Pedraza C, García FB, Navarro JF.

Department of Psychobiology, Faculty of Psychology, University of Málaga, Spain. [email protected]
Gammahydroxybutyric acid (GHB) is an endogenous constituent of the central nervous system that has acquired great social relevance for its use as a recreational 'club drug'. GHB, popularly known as 'liquid ecstasy', is addictive when used continuously. Although the symptoms associated with acute intoxication are well known, the effects of prolonged use remain uncertain. We examined in male rats the effect of repeated administration of GHB (10 and 100 mg/kg) on various parameters: neurological damage, working memory and spatial memory, using neurological tests, the Morris water maze and the hole-board test. The results showed that repeated administration of GHB, especially at doses of 10 mg/kg, causes neurological damage, affecting the 'grasping' reflex, as well as alteration in spatial and working memories. Stereological quantification showed that this drug produces a drastic neuronal loss in the CA1 hippocampal region and in the prefrontal cortex, two areas clearly involved in cognitive and neurological functions. No effects were noted after quantification in the periaqueductal grey matter (PAG), a region lacking GHB receptors. Moreover, NCS-382, a putative antagonist of GHB receptor, prevented both neurological damage and working- memory impairment induced by GHB. This suggests that the effects of administration of this compound may be mediated, at least partly, by specific receptors in the nervous system. The results show for the first time that the repeated administration of GHB, especially at very low doses, produces neurotoxic effects. This is very relevant because its abuse, especially by young persons, could produce considerable neurological alterations after prolonged abuse.

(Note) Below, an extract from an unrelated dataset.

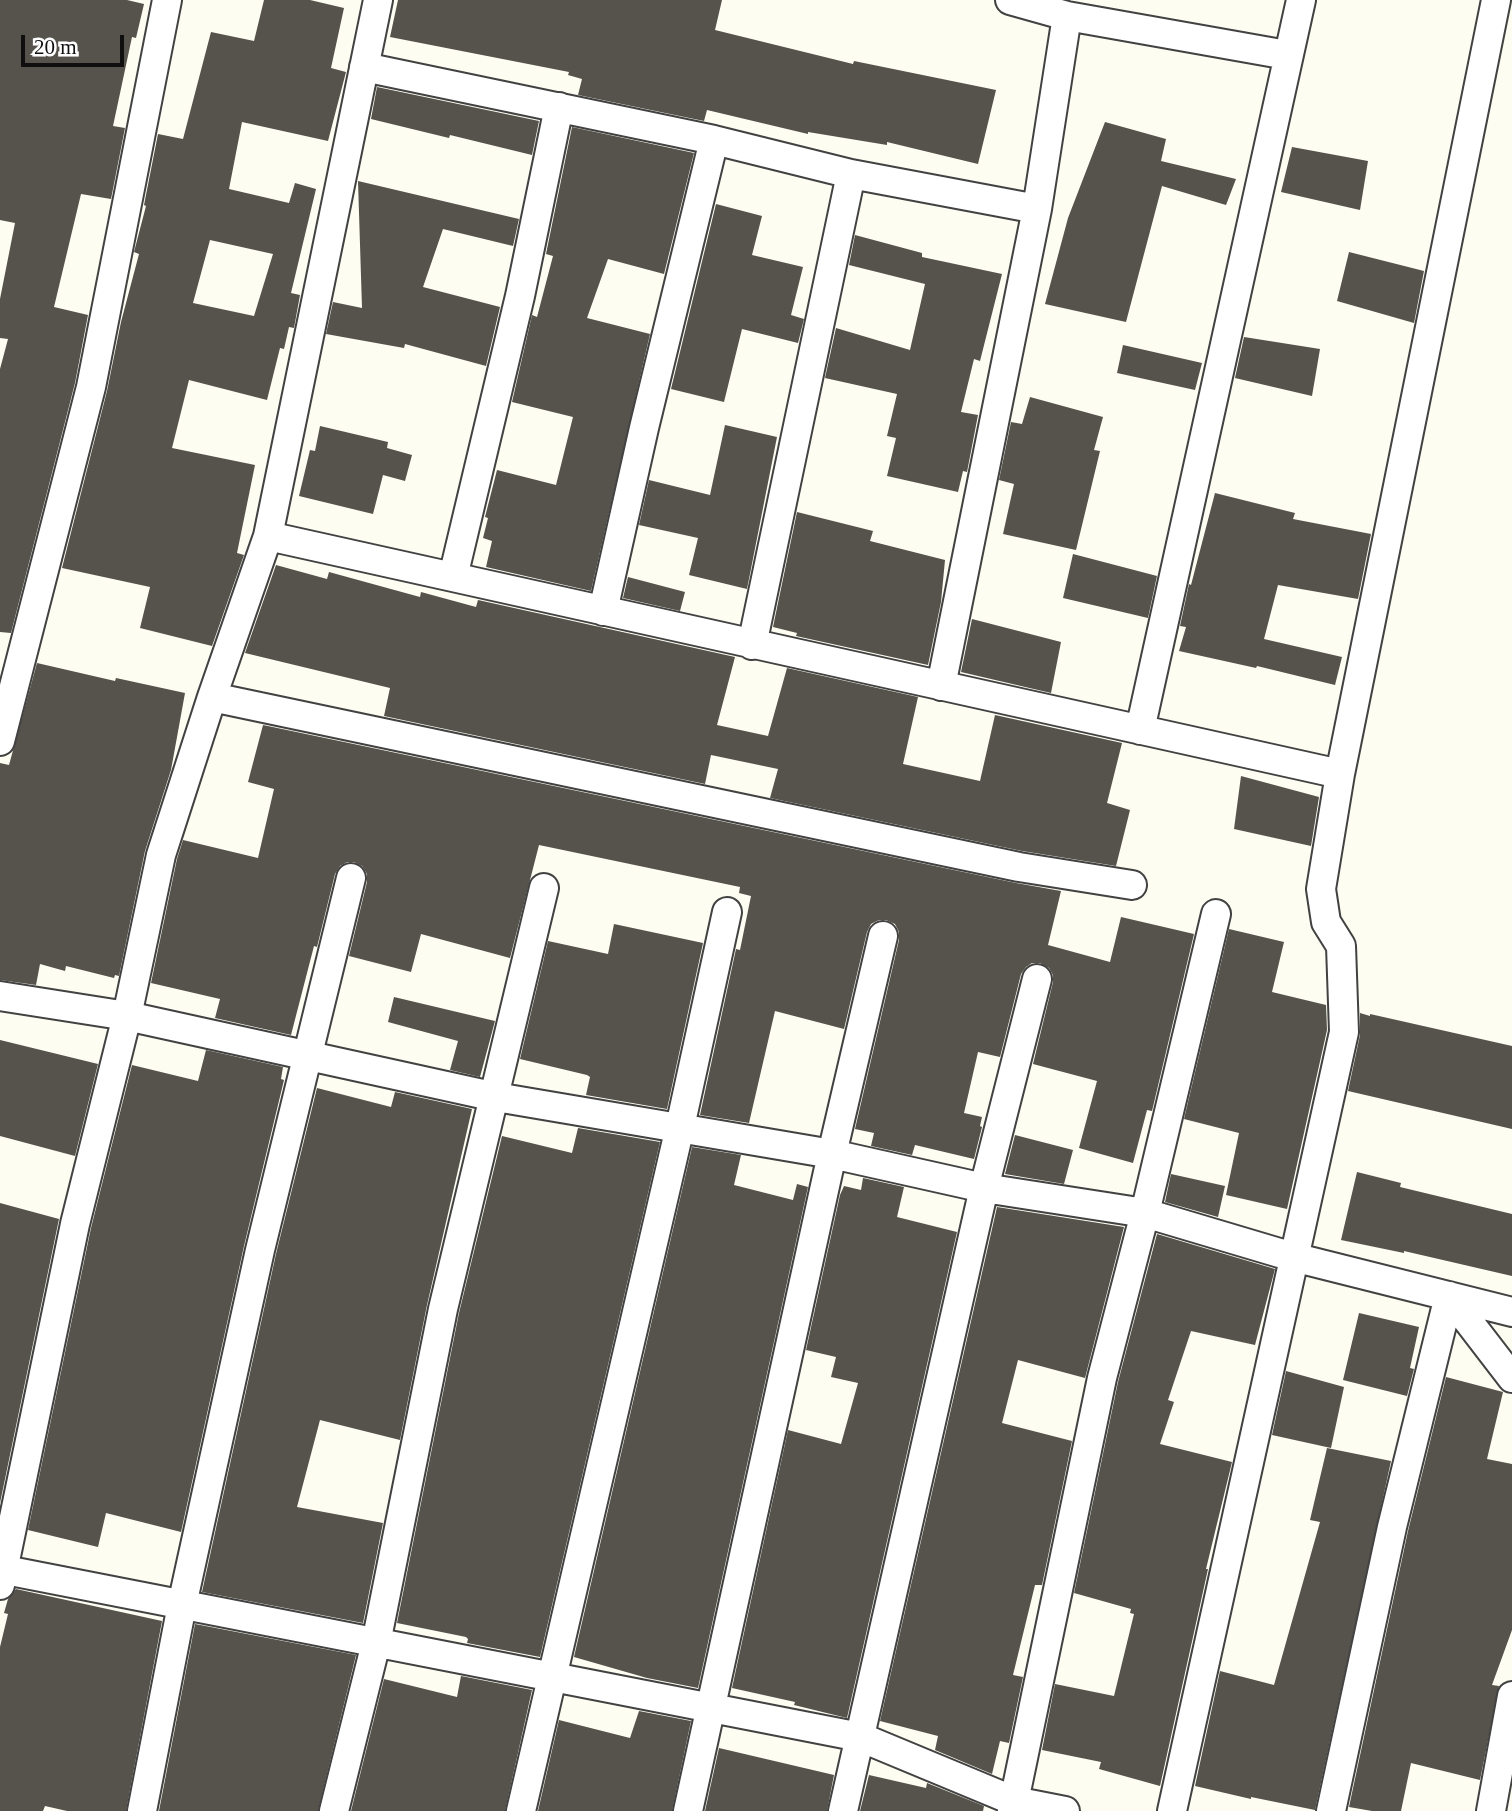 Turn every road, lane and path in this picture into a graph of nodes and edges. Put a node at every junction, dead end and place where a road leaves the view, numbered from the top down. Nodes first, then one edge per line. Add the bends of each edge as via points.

Any toughts on this study?

 

[Black]

interesting. especially that it appears to be especially toxic at low doses. looks like ghb's effects on gabaergic neurons somhow reverses the effects mediated by the ghb receptor. i'd like to see a study with focus on the dose dependency.

 

[MeDieViL]

interesting. especially that it appears to be especially toxic at low doses. looks like ghb's effects on gabaergic neurons somhow reverses the effects mediated by the ghb receptor. i'd like to see a study with focus on the dose dependency.

If ppl that take GHB indeed suffer from this kind of neurological damage wouldnt we have noticed? I mean i've taken GBL daily for weeks and i didnt notice any negative impact on my cognition unlike weed or MDMA, and i havent seen anyone report that their cognition was reduced after using GHB either.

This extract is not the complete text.